§ About this exercise
Copy out each line below exactly as it appears.

§ Exercise data
★ ★ ★ ★ ★ ★ ★

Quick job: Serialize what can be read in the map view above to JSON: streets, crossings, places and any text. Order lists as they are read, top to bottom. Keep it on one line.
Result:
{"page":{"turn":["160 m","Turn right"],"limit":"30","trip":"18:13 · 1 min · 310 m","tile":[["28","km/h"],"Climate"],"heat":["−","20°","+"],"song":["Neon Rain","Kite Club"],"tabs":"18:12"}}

★ ★ ★ ★ ★ ★ ★

§ Problem solution
Quick job: Serialize what can be read in the map view above to JSON: streets, crossings, places and any text. Order lists as they are read, top to bottom. Keep it on one line.
Result:
{"page":{"turn":["160 m","Turn right"],"limit":"30","trip":"18:13 · 1 min · 310 m","tile":[["28","km/h"],"Climate"],"heat":["−","20°","+"],"song":["Neon Rain","Kite Club"],"tabs":"18:12"}}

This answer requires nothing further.